The National Weather Service experienced nearly six times its normal volume of Web traffic as a major winter storm moved across the country Sunday night, leading to a slowdown and partial shutdown of its website and NWSChat, the tool the agency uses to communicate with emergency managers across the country.
The agency began receiving up to 20 million hits an hour on its Weather.gov site starting Sunday evening, compared to the typical rate of 70 million hits per day, said National Weather Service Deputy Director Laura Furgione. The storm is having a far greater impact than most land-falling hurricanes, she said.
By Monday, the "catastrophic" service overload was "severe to the point where we had equipment failures," said NWS Spokesman Curtis Carey. "The volume was so extreme, so historic, that I think the equipment held out for as long" as possible, he said.
On Monday night, NWS replaced some outdated equipment with parts officials had intended to install in March. The site remained slow Tuesday but was operating near full capacity Wednesday as traffic to the site dropped.

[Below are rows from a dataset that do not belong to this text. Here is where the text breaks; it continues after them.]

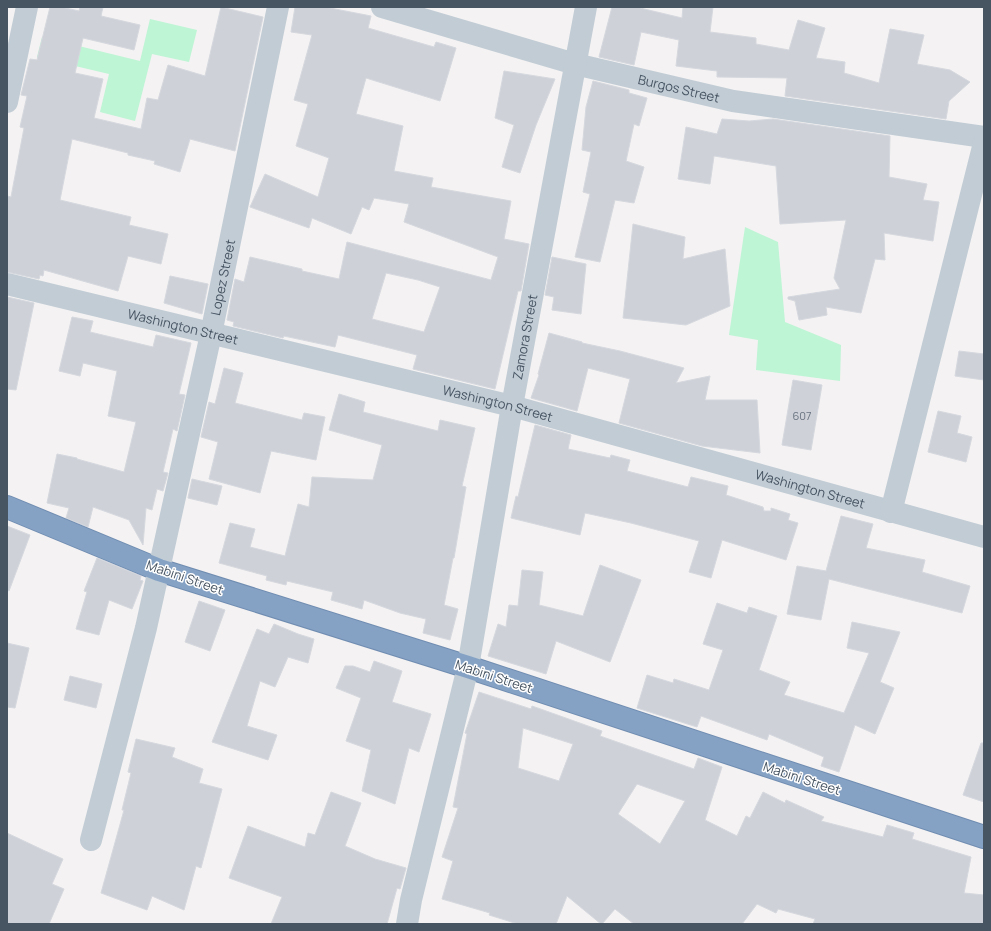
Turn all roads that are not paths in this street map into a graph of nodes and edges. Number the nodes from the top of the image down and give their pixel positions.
1 (27, 7) edge
2 (278, 7) edge
3 (382, 7) edge
4 (586, 7) edge
5 (575, 64) junction
6 (7, 102) edge
7 (984, 137) edge
8 (984, 143) edge
9 (7, 284) edge
10 (210, 334) junction
11 (512, 406) junction
12 (7, 507) edge
13 (891, 512) junction
14 (984, 538) edge
15 (159, 570) junction
16 (468, 667) junction
17 (984, 837) edge
18 (91, 840) dead end
19 (407, 924) edge

1 - 6 street
2 - 10 street, Lopez Street
3 - 5 street, Burgos Street
4 - 5 street, Zamora Street
5 - 7 street, Burgos Street
5 - 11 street, Zamora Street
8 - 13 street
9 - 10 street, Washington Street
10 - 11 street, Washington Street
10 - 15 street, Lopez Street
11 - 13 street, Washington Street
11 - 16 street, Zamora Street
12 - 15 highway, Mabini Street
13 - 14 street, Washington Street
15 - 16 highway, Mabini Street
15 - 18 street, Lopez Street
16 - 17 highway, Mabini Street
16 - 19 street, Zamora Street

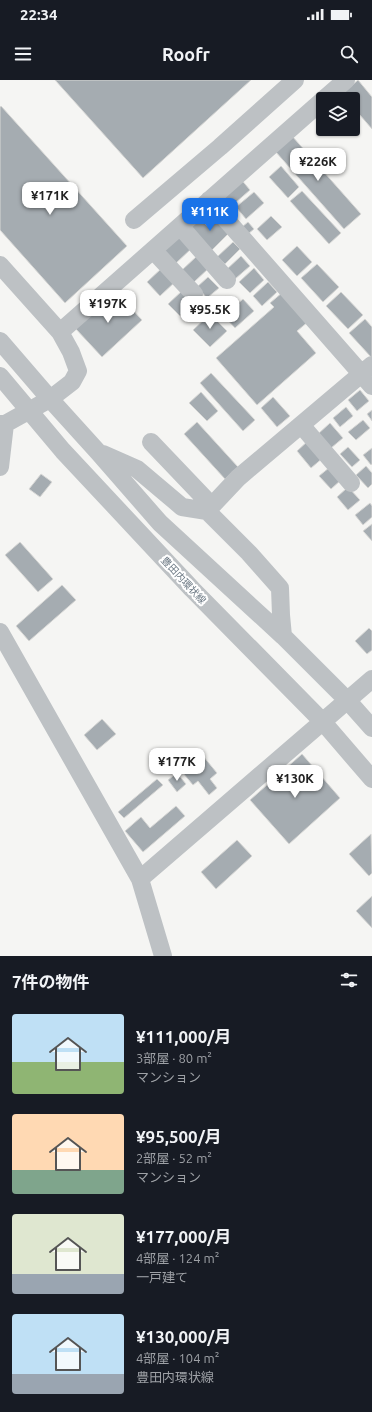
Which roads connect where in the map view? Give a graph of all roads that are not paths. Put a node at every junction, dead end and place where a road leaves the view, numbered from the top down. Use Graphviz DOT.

Carey said the service's No. 1 priority is getting the weather forecast and warnings out quickly because lives are in jeopardy. NWS relies on different computer systems to support other users, such as The Weather Channel and AccuWeather. But with NWSChat down, the agency was unable to provide some information to emergency management organizations in some locations, which Carey declined to identify.

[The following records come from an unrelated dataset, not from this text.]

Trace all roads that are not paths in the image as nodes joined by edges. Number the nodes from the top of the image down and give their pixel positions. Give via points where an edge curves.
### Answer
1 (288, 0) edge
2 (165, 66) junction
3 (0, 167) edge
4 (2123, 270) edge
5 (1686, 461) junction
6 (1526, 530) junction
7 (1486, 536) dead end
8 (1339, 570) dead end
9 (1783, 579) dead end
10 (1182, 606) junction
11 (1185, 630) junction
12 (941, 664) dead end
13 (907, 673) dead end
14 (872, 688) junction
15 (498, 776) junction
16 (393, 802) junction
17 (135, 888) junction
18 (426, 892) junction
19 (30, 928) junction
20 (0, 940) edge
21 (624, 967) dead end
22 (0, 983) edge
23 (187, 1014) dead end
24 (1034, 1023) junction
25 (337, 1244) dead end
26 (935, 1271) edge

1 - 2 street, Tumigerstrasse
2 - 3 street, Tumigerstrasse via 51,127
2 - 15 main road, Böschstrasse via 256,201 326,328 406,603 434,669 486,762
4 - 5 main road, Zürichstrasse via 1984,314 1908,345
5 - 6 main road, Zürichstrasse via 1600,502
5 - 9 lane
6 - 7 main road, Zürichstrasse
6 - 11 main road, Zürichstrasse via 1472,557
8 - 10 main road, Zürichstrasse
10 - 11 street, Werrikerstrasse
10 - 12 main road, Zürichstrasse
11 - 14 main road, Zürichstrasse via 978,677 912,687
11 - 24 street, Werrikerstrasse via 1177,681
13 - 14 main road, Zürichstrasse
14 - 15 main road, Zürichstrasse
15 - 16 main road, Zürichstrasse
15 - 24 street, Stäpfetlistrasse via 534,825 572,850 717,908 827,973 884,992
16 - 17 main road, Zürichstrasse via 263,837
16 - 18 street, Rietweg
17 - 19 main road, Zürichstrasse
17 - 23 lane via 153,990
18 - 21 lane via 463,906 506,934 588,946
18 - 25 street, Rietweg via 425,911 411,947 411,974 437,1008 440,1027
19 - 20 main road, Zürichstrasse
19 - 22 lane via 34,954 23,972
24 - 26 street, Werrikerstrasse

He said other services, such as local media and Weather.com, a private website, continued to operate, so NWS was confident warnings were getting out.
The National Weather Service Employees Organization, however, said in a statement Monday that the failures put people's lives and property at risk. "All eyes are on this blizzard, but the NWS is facing another emergency as it struggles to get its warnings and forecasts out," the union's President Dan Sobien said.